Enix was a Japanese video game publishing company founded in September 1975 by Yasuhiro Fukushima. Initially a tabloid publisher named Eidansha Boshu Service Center,  it ventured in 1982 into video game publishing for Japanese home computers such as the PC-8800 series, the X1 series, and the FM-7. Enix initially found games to release by holding contests for programming hobbyists and publishing the winners, with the first titles appearing in February 1983. Enix continued to hold contests and publish the winners through 1993. When Enix moved into traditional publishing for video game consoles in 1985, it began with ports of two of its more successful games, Door Door (1983) and The Portopia Serial Murder Case (1983).
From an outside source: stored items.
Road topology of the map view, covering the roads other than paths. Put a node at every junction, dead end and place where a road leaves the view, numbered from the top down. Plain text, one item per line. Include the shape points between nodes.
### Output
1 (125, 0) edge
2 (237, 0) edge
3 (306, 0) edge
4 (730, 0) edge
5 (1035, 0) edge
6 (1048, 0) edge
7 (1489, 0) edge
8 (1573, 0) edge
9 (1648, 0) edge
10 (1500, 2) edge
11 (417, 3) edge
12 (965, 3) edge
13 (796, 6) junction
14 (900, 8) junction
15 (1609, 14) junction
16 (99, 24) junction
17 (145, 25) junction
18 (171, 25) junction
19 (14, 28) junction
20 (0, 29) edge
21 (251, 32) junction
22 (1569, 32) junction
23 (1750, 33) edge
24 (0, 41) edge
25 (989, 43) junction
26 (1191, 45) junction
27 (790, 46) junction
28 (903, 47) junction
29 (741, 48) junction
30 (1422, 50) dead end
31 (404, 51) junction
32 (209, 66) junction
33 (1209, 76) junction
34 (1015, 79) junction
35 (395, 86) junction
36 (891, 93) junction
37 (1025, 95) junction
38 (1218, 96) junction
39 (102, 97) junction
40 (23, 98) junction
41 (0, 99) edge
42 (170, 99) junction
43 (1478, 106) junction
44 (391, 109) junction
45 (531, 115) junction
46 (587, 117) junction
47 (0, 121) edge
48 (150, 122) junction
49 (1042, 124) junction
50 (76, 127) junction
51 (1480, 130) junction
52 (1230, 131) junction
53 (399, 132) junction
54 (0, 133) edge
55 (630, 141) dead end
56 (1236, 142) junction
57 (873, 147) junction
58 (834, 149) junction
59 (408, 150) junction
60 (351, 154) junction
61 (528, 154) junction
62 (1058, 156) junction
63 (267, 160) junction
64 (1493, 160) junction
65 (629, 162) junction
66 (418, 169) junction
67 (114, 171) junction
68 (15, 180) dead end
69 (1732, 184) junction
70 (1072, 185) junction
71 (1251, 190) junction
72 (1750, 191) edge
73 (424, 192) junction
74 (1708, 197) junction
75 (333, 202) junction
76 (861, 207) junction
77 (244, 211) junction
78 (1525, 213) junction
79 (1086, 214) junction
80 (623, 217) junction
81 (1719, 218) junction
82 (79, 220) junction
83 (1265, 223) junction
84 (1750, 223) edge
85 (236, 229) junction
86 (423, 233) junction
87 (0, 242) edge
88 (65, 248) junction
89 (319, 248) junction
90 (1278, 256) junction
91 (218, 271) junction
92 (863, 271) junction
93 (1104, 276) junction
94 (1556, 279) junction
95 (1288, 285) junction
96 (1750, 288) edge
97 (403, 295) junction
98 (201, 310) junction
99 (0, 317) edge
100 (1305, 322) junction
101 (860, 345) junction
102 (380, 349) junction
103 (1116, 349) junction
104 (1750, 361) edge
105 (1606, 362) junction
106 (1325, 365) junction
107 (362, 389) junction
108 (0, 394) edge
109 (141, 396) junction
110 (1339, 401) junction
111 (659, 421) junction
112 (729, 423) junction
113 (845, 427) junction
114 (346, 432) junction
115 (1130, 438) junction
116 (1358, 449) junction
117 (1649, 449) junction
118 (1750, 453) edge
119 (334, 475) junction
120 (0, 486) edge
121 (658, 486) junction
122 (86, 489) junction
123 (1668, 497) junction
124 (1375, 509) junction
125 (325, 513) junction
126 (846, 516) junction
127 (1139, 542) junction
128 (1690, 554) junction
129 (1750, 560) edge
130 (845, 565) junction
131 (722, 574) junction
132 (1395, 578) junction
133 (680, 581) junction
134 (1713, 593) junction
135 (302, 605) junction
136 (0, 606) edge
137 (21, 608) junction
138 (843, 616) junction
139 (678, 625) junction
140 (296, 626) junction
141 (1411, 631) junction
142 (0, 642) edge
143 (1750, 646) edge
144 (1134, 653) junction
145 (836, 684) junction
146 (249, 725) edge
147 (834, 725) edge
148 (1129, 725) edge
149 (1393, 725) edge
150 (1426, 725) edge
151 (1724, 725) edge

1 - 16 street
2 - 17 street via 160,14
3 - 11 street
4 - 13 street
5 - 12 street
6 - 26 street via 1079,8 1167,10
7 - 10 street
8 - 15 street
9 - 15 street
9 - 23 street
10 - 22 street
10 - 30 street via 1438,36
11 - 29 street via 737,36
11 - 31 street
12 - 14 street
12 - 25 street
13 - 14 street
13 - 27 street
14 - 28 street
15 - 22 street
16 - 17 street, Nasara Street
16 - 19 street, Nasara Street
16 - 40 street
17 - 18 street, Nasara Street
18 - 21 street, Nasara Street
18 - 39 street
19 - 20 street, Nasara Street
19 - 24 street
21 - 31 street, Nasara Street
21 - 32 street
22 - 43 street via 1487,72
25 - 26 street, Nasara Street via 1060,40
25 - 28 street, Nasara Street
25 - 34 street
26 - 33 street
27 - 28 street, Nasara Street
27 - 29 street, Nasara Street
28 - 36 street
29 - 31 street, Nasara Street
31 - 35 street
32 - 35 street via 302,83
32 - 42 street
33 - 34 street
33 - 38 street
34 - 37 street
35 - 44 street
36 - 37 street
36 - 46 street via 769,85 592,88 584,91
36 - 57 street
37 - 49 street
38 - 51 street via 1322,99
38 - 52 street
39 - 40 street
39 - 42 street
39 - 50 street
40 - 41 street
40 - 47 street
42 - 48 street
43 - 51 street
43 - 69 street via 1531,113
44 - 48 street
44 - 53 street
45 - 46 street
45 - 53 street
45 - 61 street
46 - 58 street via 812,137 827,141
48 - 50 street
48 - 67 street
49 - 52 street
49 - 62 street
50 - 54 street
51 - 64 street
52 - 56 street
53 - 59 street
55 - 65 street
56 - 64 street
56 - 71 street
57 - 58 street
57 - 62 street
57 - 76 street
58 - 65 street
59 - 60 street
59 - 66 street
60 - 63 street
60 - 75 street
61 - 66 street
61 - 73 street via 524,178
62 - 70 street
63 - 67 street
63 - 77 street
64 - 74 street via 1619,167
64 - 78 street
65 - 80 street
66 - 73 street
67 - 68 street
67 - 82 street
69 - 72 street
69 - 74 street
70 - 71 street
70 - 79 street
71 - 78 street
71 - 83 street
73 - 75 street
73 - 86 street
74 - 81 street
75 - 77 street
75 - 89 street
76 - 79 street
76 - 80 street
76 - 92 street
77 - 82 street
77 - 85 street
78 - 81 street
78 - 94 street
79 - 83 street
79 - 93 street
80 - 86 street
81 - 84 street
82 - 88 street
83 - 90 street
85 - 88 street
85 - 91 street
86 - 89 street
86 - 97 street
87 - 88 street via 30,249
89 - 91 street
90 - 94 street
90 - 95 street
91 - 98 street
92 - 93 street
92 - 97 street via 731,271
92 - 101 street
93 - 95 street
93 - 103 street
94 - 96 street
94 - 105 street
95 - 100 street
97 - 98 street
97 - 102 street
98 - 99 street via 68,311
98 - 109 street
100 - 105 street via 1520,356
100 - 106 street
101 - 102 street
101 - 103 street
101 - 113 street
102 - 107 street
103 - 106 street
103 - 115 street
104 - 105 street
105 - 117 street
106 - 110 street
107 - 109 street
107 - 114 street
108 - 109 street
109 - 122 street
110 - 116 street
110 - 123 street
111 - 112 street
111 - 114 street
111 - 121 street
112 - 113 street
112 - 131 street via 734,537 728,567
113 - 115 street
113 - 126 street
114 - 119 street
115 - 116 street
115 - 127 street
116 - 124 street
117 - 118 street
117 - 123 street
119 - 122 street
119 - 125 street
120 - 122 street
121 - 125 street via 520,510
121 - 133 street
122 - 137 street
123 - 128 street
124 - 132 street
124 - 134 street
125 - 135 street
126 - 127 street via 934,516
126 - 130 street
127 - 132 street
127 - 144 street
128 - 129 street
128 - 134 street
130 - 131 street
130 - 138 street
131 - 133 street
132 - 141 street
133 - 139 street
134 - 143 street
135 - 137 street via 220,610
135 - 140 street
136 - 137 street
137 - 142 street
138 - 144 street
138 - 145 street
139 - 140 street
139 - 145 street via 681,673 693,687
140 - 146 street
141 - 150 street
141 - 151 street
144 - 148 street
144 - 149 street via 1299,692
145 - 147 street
From that point onward, Enix served as a publisher for both video games developed independently by other companies as well as for titles in franchises owned by Enix and created by licensed developers. Enix's flagship franchise was the Dragon Quest series of console games, developed primarily by Chunsoft; some of the games, such as Dragon Quest VII (2000), have sold millions of copies, and the series as a whole has sold over 85 million copies as of March 2022.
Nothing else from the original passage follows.